Segundo
dados publicitados recentemente há 901 crianças que foram, até ao final do
terceiro trimestre deste ano, registadas sem lhes ter sido dado o nome do pai…
Só há cerca de vinte anos (1998) é que se tinha registado um número semelhante,
atendendo à situação de não ser dado à criança o nome do progenitor masculino.
Qual a
razão deste fenómeno? Num tempo dito de abertura e de maior liberdade, que há
de mais significativo para que seja escondido o nome do ‘pai da criança’? Isto
será um avanço ou um recuo na forma de entender os filhos e de quem os
‘produz’? Será por falta de informação ou por excesso da mesma que tal se
verifica nos nossos dias? Numa época eivada de sinais de maior e progressiva
emancipação da mulher este fenómeno será algo mais do que mera coincidência?
Tem
cerca de trinta anos uma reivindicação que ouvi a certas jovens que diziam:
filhos sim, marido não! Nesse tempo tais ousadias redundavam em situações de
grave abandono das mulheres (muito jovens na sua maioria) por parte dos ditos
pais das crianças, tornando-se mães solteiras com todos os riscos inerentes à
condição e aos condicionalismos sociais e familiares.
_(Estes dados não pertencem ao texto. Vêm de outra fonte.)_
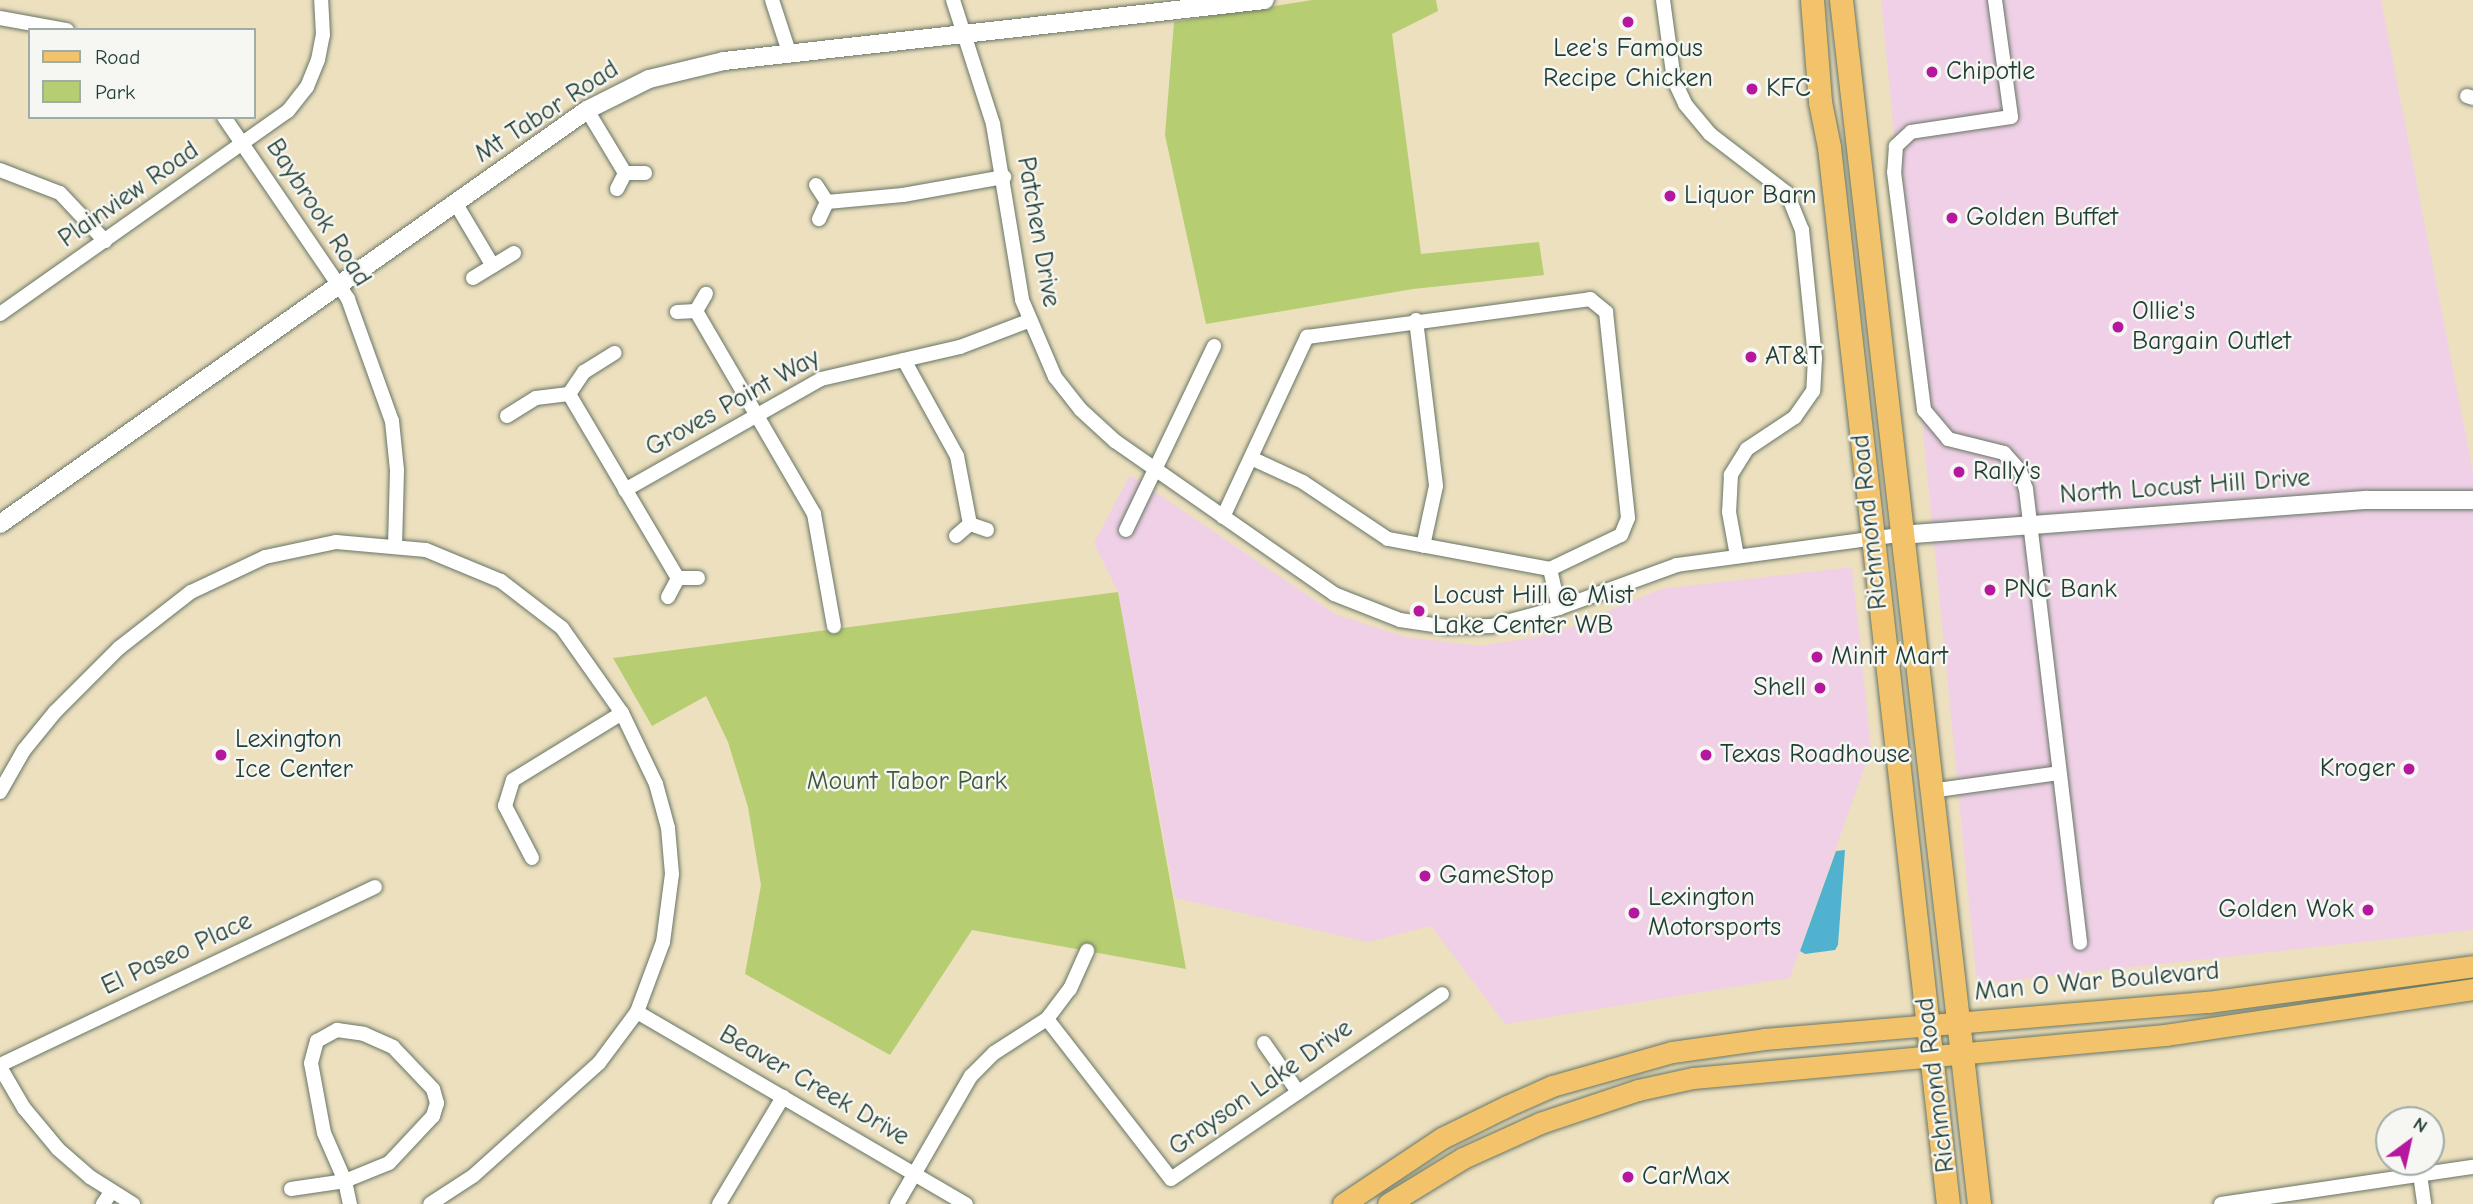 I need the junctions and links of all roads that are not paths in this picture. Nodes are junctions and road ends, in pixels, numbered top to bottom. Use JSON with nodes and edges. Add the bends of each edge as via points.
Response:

Em muitos desses casos
notava-se alguma falta de maturidade e/ou de necessidade de chamar a atenção
para as suas lacunas afetivas e emocionais. Será que hoje as razões serão muito
diferentes? Não será que muitos dos casos continuam a ser uma reprodução de
novos casos de filhas sem carinho dos pais e das mães? Poder-se-á dizer que as
coisas mudaram um pouco, mas as pessoas e os seus problemas não tanto assim…
Confesso
que vem desse tempo a sensibilidade para o desafio da ‘bênção das grávidas’,
pois se, ao nível humano, muito havia (e há) a fazer pela consciencialização do
dom da maternidade, muito mais é preciso realizar na dimensão da confiança em
Deus e nas suas formas de se tornar presente na vida das pessoas, tenham elas
ou não ambiente familiar enquadrado, equilibrado e normal…
Quantas
situações de aborto poderiam (ou poderão) ser evitadas se houver quem escute,
mais do que conteste ou reclame da vida. Quantas vivências de coragem vi – e
acontecem ainda hoje – se dermos condições de afirmação da vida sobre a morte.
Quantas palavras de moralismo poderiam ser evitadas se, no devido tempo, fossem
dados os ensinamentos quanto à vida e à responsabilidade em fazê-la
manifestar-se com dever consciente, ontem como hoje.
=
Nota-se, na sociedade do nosso tempo, uma desregulamentação acelerada do
erotismo e da não-assunção de responsabilidades de quem se pretende livre, mas
o que vive é em libertinagem. A forma despudorada como se tratam certas
questões de âmbito sexual revelam a nítida falta de respeito da pessoa por si
mesma. Dá a impressão que, podendo falar de tudo, se deixou escapar ao filtro
da consciência aquilo que é de índole mais pessoal e íntima à mistura com a
vulgarização dos seus erros e a fanfarronice dos seus vícios. E – pior do que
tudo – a confusão está, sobretudo, no comportamento dos mais velhos, pois
parece que vivem numa espécie de nova adolescência das emoções ao sabor do
destampar dos seus mais profundos erros e recalcamentos… Aquilo que se pensava
ter sido ultrapassado pela maior informação e conhecimentos das coias, tem
vindo a verificar-se que nem sempre há conexão entre o saber e o viver,
fazendo, antes, com que este pareça mais um arremedo de ignorância àquilo que
se pensava ser conquista de humanização…
Quem
consultar registos de meados do século vinte – décadas de 40 e 50 – poderá ser
confrontado com muitas crianças batizadas sem nome da mãe, isto é, filhos de
mãe incógnita. Ora isso revela – pois o conferi em duas povoações mais antigas
entre o Tejo e o Sado – que algo havia no tecido social da época que levava as
mães a não darem o nome aos filhos, pois isso poderia trazer riscos para a sua
reputação social, familiar e religiosa. Anos mais tarde tornou-se mais vulgar
acontecer isso com o lado masculino, aparecendo mais os pais incógnitos, mas,
como se dizia em certas terras, bem conhecidos…
Chegados
ao final do primeiro quinto do século vinte e um vemos que não evoluímos tanto
quanto julgávamos, antes pelo contrário: estamos na estaca quase zero, ao sabor
duma amoralidade, que é muito mais grave e preocupante do que a imoralidade,
pois naquela parece que tudo vale e quase não há diferenciação entre o correto
e o incorreto… É tempo de refletir sobre o assunto, urgentemente!